The period of filmmaking known as the “Czechoslovak New Wave” refers to films made in the erstwhile Czechoslovakia from roughly 1963 to 1968, a heated period of liberalisation and calls for reform that culminated in the “Prague Spring” from January to August 1968. One of the significant aspects of Czechoslovak New Wave films is their acclaim domestically and internationally. The Shop on Main Street (1965, Ján Kadár Elmar Klos) was the first ever Czechoslovak film to have won an Oscar, for the category of Best Foreign Language Film, and Closely Observed Trains (1967, Jiří Menzel) followed suit several years later. Though often mentioned as one of the most important and vibrant periods of filmmaking to have occurred in the twentieth century, the Czechoslovak New Wave continues to receive scant attention in the English language. Part of the reason is perhaps the continuing inaccessibility of a number of the films, even today. Part of the reason also is that given the above period of production and despite domestic and international recognition of the resulting films, such output in retrospect has been tremendously overshadowed by the New Waves elsewhere in Europe.

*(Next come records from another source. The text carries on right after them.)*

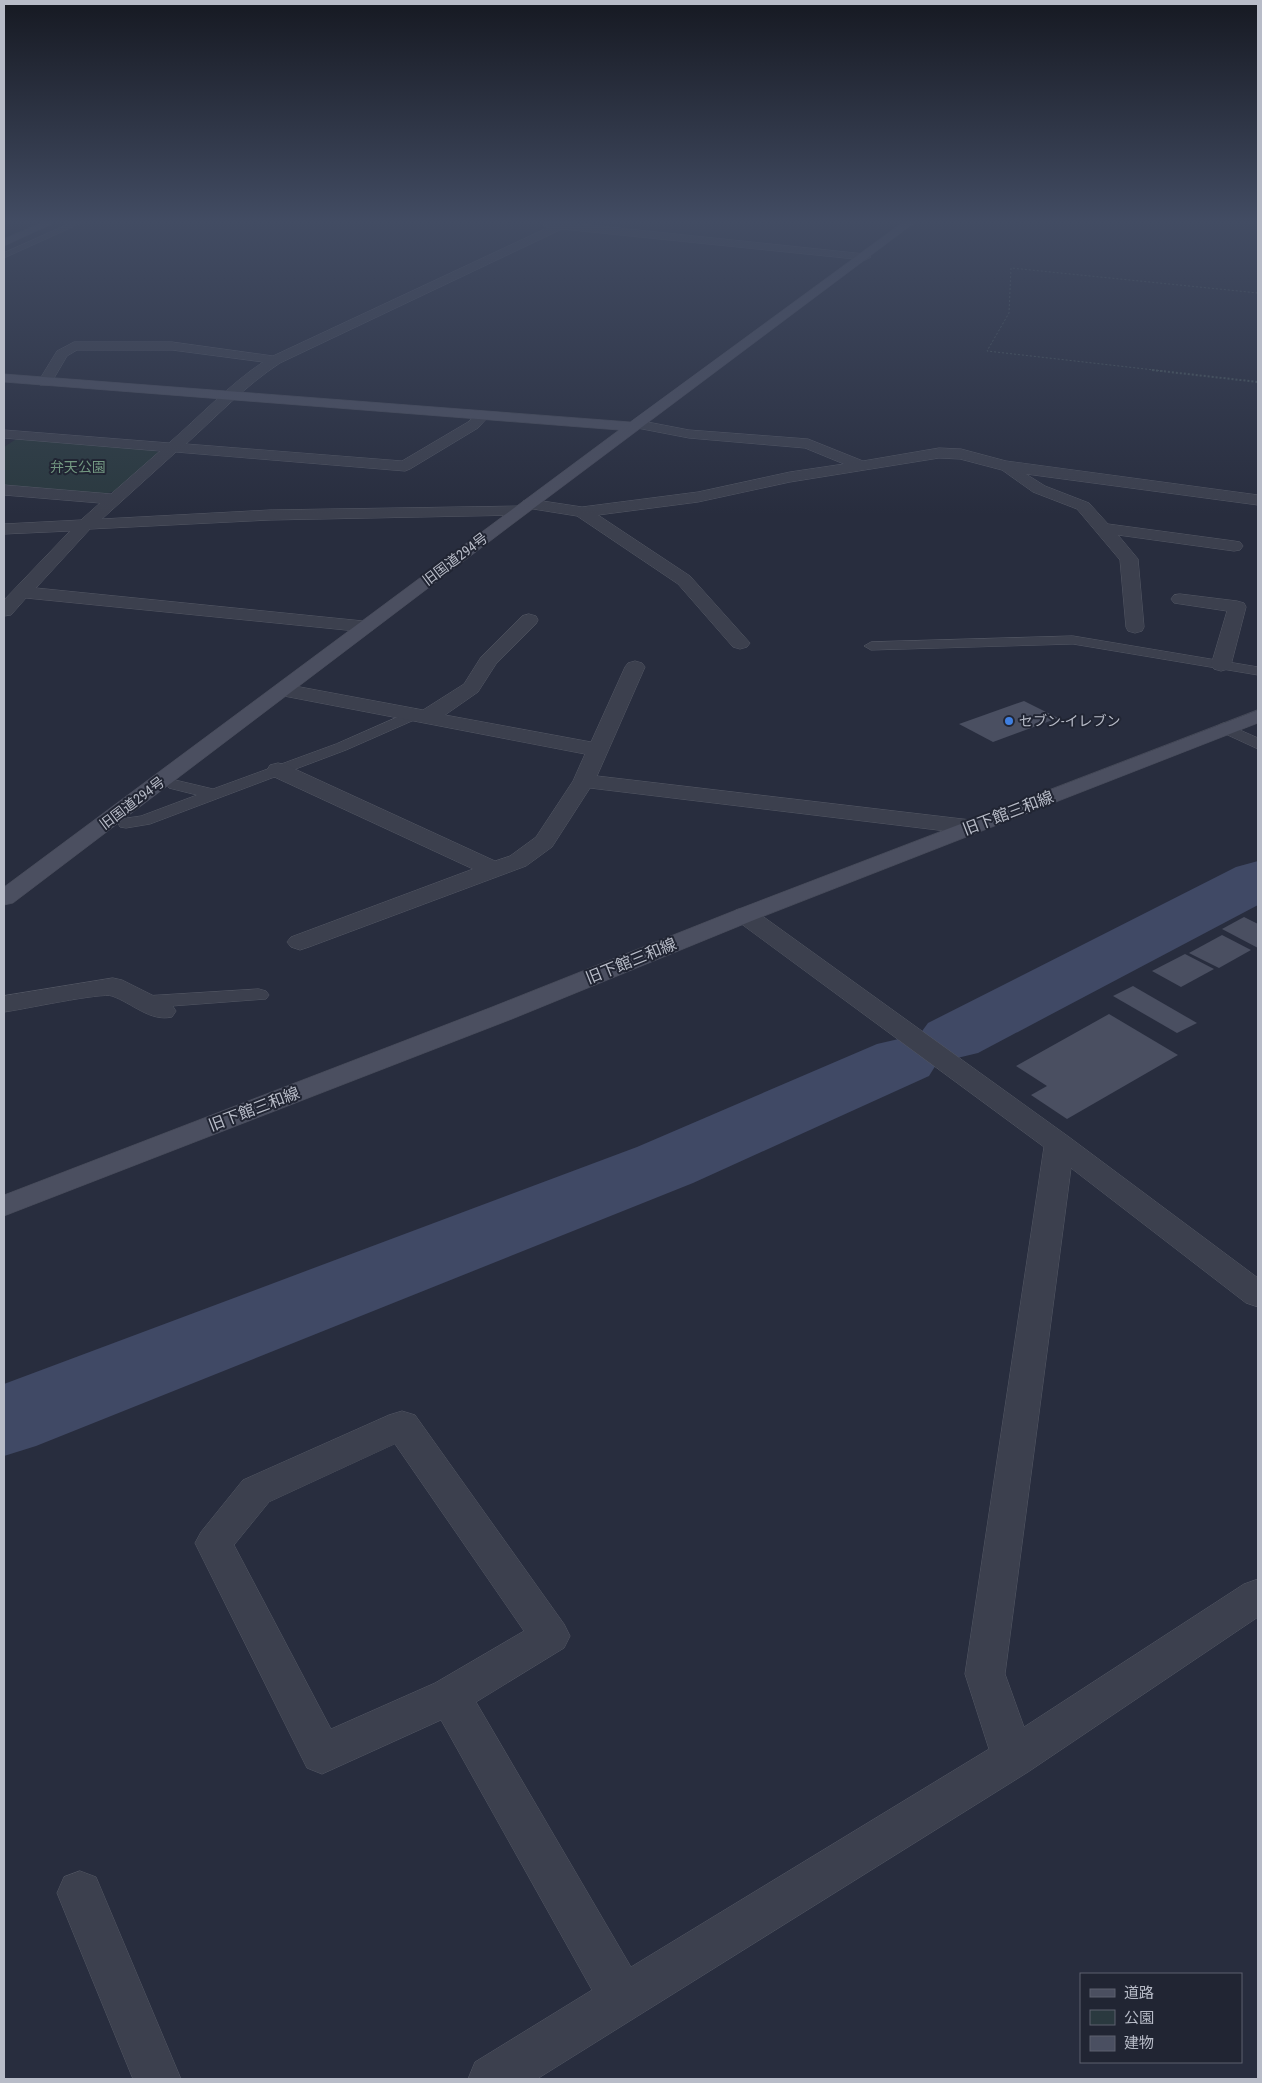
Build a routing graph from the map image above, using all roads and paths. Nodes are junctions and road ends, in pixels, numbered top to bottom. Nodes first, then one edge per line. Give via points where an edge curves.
1 (359, 320) edge
2 (778, 320) edge
3 (1005, 320) edge
4 (275, 360) junction
5 (4, 378) edge
6 (45, 382) junction
7 (1258, 382) edge
8 (231, 396) junction
9 (482, 416) junction
10 (635, 425) junction
11 (4, 434) edge
12 (173, 448) junction
13 (861, 465) junction
14 (1005, 466) junction
15 (4, 490) edge
16 (114, 499) junction
17 (1258, 500) edge
18 (524, 507) junction
19 (582, 512) junction
20 (86, 524) junction
21 (1101, 528) junction
22 (4, 529) edge
23 (1234, 546) dead end
24 (22, 592) junction
25 (1180, 599) dead end
26 (4, 611) edge
27 (529, 620) dead end
28 (366, 626) junction
29 (1135, 627) dead end
30 (740, 643) dead end
31 (871, 646) dead end
32 (1220, 665) junction
33 (635, 667) dead end
34 (1258, 671) edge
35 (284, 690) junction
36 (423, 715) junction
37 (1258, 716) edge
38 (1224, 728) junction
39 (1258, 744) edge
40 (598, 750) junction
41 (278, 770) junction
42 (584, 781) junction
43 (175, 785) dead end
44 (214, 794) junction
45 (126, 823) dead end
46 (970, 827) junction
47 (494, 870) junction
48 (4, 898) edge
49 (745, 915) junction
50 (300, 942) dead end
51 (259, 995) dead end
52 (4, 1004) edge
53 (154, 1007) joint
54 (1059, 1144) junction
55 (4, 1206) edge
56 (1258, 1295) edge
57 (1258, 1596) edge
58 (450, 1696) junction
59 (1013, 1758) junction
60 (80, 1893) dead end
61 (624, 1998) junction
62 (157, 2079) edge
63 (492, 2079) edge

1 - 4 street
2 - 10 street, 旧国道294号
3 - 7 path via 987,351
4 - 6 street via 172,346 74,346 62,354
4 - 8 street via 247,379
5 - 6 street
6 - 8 street
8 - 9 street
8 - 12 street
9 - 10 street
9 - 12 street via 473,425 405,466
10 - 13 street via 689,434 808,444
10 - 18 street, 旧国道294号
11 - 12 street
12 - 16 street
13 - 14 street via 939,453 961,454
13 - 19 street via 698,496
14 - 17 street
14 - 21 street via 1039,489 1083,506
15 - 16 street
16 - 20 street
18 - 19 street
18 - 20 street
18 - 28 street, 旧国道294号
19 - 30 street via 684,580
20 - 22 street
20 - 24 street
21 - 23 street
21 - 29 street via 1129,559
24 - 26 street
24 - 28 street
25 - 32 street via 1237,607
27 - 36 street via 488,661 470,688
28 - 35 street, 旧国道294号
31 - 32 lane via 1073,640
32 - 34 lane
33 - 40 street
35 - 36 street
35 - 48 street, 旧国道294号
36 - 40 street
36 - 41 lane
37 - 38 street, 旧下館三和線
38 - 39 lane
38 - 46 street, 旧下館三和線
40 - 42 street
41 - 44 lane
41 - 47 street
42 - 46 street
42 - 47 street via 544,842 518,861
43 - 44 lane
44 - 45 lane via 144,820
46 - 49 street, 旧下館三和線
47 - 50 street
49 - 54 street
49 - 55 street, 旧下館三和線 via 502,1014
51 - 53 lane
52 - 53 street via 113,986
54 - 56 street
54 - 59 street via 985,1674
57 - 59 street
58 - 58 street via 322,1754 214,1543 256,1491 402,1425 550,1636
58 - 61 street
59 - 61 street
60 - 62 street
61 - 63 street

…Czechoslovak New Wave films is their acclaim domestically and internationally. The Shop on Main Street (1965, Ján Kadár Elmar Klos) was the first ever Czechoslovak film to have won an Oscar…

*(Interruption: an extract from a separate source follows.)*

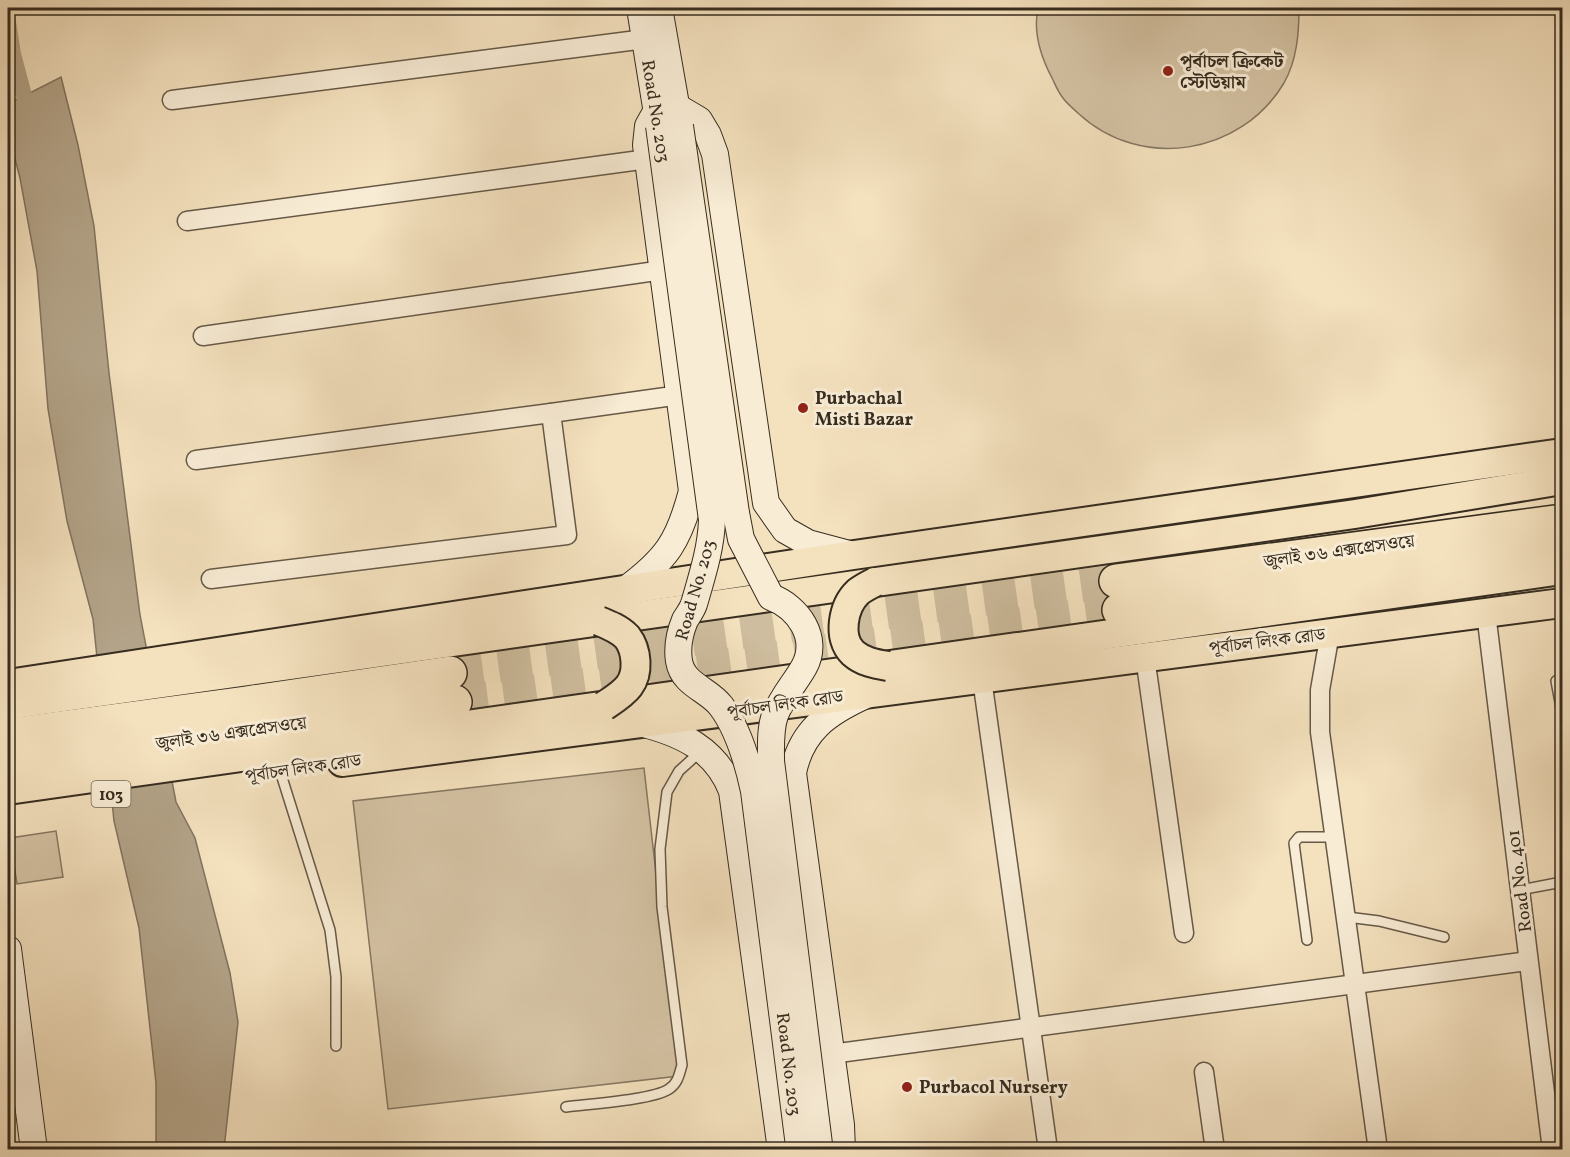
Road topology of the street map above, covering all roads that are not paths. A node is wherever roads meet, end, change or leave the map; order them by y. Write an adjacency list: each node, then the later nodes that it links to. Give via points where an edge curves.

Outside of the two above-mentioned films and the filmmakers who made them, the most well-known name of the Czechoslovak New Wave is undoubtedly filmmaker Miloš Forman. But it can be argued that Forman is known more for his career in Hollywood, with his connection to the Czechoslovak New Wave functioning more like a footnote to his American films. Forman debuted in Hollywood four years after the Prague Spring of 1968 and the invasion and crackdown of the country by the Warsaw Pact forces led by the Soviets in August that same year. The Soviet-led invasion of the country imposed “Normalisation,” which remained in place until the Velvet Revolution in the latter months of 1989, when diverse groups came together to topple the country’s Communist rule. Aside from Forman, another of the more well-known names related to the Czechoslovak New Wave is writer Milan Kundera, whose novel The Unbearable Lightness of Being (1984) takes place in Czechoslovakia of the late 1960s and 1970s. A film adaptation of the novel came in 1988, directed by Philip Kaufman (though Kundera apparently did not particularly like it very much). One who should also be as well known as Forman and Kundera is cinematographer Miroslav Ondříček, with whom Forman worked in Czechoslovakia in the 1960s and in the U.S. upon Forman’s move to Hollywood. Significantly, British New Wave filmmaker Lindsay Anderson personally requested Ondříček to photograph two of his great films with Malcolm McDowell, If… (1968) and O Lucky Man! (1973).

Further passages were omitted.